**Given data**
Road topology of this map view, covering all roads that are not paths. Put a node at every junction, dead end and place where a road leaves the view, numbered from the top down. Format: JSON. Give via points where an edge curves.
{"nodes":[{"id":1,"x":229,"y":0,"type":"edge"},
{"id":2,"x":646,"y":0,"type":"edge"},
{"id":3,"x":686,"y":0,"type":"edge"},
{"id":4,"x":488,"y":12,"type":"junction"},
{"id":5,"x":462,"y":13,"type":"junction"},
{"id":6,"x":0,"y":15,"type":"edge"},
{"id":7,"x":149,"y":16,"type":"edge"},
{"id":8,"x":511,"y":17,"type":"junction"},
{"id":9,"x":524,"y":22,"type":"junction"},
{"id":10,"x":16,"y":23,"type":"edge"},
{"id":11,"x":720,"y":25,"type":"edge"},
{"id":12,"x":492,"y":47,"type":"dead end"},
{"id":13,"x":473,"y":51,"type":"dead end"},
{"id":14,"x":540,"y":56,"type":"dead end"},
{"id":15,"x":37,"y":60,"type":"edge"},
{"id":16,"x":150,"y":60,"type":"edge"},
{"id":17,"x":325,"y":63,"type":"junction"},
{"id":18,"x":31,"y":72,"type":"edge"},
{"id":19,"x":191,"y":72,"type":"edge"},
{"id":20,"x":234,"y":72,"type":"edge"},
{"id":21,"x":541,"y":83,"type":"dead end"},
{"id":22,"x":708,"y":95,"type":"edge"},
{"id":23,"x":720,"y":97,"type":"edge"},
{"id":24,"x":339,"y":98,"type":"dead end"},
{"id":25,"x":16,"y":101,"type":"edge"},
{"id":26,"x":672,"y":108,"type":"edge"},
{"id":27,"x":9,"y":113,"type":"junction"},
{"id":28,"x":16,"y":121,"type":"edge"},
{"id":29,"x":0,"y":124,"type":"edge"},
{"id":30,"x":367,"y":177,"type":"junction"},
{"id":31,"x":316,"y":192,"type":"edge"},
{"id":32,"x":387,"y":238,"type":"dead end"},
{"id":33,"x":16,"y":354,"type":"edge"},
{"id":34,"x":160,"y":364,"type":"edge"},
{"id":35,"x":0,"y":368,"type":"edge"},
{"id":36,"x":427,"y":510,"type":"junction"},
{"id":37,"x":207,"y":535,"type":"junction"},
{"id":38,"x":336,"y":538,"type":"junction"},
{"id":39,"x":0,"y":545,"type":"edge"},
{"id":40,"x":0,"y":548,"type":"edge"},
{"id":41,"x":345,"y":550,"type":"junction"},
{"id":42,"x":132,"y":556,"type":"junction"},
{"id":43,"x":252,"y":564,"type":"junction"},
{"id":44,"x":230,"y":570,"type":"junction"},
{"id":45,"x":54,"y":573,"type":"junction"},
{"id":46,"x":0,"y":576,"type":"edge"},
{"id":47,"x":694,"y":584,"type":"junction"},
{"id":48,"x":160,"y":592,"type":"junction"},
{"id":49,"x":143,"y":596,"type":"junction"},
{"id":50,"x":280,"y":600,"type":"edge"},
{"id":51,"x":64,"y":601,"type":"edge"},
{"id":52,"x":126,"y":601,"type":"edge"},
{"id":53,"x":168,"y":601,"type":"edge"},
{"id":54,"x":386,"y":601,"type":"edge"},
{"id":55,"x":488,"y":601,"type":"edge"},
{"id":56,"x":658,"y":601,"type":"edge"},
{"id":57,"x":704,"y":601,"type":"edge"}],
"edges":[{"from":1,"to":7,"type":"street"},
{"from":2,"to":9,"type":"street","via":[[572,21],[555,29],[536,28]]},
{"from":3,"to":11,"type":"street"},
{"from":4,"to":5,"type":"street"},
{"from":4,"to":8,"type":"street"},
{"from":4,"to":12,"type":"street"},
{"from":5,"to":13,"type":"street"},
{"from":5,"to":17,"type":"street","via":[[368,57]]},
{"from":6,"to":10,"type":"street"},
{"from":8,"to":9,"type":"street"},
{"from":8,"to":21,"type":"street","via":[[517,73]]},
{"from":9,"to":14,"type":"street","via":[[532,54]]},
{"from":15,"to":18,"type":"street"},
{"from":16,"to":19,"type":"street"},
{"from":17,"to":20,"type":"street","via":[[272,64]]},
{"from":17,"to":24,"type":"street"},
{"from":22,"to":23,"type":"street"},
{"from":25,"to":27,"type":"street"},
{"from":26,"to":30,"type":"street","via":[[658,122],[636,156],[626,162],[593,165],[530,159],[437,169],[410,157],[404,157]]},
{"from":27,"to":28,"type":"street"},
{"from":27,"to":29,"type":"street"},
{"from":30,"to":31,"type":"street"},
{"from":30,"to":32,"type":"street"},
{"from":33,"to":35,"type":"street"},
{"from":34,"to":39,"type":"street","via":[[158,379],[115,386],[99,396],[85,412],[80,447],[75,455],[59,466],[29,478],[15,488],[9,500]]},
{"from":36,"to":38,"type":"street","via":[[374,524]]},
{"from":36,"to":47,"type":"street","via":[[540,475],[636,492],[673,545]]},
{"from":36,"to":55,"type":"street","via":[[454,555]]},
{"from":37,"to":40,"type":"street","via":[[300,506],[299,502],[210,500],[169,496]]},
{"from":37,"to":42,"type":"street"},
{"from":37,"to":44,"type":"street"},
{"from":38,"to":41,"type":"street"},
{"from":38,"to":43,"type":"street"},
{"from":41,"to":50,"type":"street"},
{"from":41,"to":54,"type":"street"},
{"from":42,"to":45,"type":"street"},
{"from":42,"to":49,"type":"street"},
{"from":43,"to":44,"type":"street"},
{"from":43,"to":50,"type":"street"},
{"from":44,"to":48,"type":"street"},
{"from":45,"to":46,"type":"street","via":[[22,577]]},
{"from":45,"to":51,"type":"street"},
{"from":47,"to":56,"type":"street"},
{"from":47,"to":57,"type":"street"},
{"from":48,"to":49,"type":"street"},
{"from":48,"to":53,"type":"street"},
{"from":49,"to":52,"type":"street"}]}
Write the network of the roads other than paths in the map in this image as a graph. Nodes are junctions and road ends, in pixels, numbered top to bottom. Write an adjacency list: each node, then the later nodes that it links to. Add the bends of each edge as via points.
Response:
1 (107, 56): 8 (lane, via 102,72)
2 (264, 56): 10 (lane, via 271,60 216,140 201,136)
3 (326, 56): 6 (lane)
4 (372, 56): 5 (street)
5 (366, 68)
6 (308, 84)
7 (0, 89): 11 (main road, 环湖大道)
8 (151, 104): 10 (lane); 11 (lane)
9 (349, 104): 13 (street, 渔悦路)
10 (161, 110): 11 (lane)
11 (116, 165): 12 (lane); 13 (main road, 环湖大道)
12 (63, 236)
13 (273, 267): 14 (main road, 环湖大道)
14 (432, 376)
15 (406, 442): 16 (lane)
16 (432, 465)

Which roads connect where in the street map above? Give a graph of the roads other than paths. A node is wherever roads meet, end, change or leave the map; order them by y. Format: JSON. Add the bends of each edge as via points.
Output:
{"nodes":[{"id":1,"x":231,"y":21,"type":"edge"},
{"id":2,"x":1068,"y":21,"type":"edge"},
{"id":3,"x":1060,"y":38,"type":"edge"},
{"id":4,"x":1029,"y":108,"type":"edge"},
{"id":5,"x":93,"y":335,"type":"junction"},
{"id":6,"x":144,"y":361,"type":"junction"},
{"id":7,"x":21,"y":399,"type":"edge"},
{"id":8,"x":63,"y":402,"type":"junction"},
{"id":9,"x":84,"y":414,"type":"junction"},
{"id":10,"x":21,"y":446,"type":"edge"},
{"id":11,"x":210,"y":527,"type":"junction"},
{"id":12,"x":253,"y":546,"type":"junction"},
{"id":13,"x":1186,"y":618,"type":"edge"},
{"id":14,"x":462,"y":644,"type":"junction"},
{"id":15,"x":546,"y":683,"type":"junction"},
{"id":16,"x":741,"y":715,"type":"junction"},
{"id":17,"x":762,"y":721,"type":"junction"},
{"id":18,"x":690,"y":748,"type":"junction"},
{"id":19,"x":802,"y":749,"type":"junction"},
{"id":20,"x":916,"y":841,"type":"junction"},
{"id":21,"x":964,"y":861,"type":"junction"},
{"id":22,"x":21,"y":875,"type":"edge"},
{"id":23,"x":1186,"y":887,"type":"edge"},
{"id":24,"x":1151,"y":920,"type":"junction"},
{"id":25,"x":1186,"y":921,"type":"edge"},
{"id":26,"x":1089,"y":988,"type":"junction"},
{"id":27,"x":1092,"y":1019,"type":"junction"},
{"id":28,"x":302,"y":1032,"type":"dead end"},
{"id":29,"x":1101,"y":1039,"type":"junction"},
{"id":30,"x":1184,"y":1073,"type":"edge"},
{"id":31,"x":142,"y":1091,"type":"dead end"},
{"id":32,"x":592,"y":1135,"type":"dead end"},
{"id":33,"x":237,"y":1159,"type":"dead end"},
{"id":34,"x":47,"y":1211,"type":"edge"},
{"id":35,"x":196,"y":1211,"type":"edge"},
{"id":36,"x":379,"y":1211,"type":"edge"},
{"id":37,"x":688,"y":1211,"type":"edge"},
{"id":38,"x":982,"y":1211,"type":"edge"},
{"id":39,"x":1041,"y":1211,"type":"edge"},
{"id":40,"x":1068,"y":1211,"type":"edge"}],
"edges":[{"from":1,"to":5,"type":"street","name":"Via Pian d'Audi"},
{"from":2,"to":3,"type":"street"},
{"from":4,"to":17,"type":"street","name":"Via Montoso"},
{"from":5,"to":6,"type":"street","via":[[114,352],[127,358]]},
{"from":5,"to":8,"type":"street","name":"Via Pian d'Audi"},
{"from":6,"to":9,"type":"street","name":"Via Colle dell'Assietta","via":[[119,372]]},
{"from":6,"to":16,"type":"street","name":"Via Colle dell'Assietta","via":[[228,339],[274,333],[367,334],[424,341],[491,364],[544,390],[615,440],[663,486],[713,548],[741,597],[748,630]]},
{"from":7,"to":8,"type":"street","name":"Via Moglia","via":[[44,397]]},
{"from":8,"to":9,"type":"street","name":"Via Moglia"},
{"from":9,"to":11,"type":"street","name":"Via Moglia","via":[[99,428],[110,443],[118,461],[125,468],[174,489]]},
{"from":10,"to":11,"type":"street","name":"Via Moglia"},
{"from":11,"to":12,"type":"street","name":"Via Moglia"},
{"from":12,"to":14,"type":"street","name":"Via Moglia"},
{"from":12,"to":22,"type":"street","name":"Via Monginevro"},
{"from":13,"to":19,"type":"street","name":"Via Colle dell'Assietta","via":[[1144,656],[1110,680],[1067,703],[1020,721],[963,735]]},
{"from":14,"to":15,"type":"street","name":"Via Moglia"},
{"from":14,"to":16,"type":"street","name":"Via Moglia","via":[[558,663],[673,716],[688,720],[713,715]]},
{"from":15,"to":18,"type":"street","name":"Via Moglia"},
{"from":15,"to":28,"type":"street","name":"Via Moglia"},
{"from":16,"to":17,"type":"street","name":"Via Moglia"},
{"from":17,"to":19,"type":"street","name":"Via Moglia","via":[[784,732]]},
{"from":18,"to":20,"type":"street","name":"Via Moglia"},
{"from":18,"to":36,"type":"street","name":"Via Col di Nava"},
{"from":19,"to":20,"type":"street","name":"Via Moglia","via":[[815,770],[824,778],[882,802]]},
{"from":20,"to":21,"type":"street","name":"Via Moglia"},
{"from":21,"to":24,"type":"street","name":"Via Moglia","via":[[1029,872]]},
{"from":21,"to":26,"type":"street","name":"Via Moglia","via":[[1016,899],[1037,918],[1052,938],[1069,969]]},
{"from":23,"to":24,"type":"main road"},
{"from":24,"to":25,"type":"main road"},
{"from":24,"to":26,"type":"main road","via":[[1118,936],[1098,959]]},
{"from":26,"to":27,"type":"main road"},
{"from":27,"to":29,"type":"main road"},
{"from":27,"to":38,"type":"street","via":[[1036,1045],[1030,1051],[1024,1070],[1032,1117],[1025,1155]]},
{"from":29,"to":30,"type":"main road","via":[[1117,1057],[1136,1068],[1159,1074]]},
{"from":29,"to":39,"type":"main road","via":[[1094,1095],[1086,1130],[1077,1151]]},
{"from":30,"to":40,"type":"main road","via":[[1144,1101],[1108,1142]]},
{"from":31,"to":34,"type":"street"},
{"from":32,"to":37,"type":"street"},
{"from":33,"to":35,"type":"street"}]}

**What you are asked to do**
Work out how many lines of the listing above include the word "where". Report only the number.

**Solution below**
2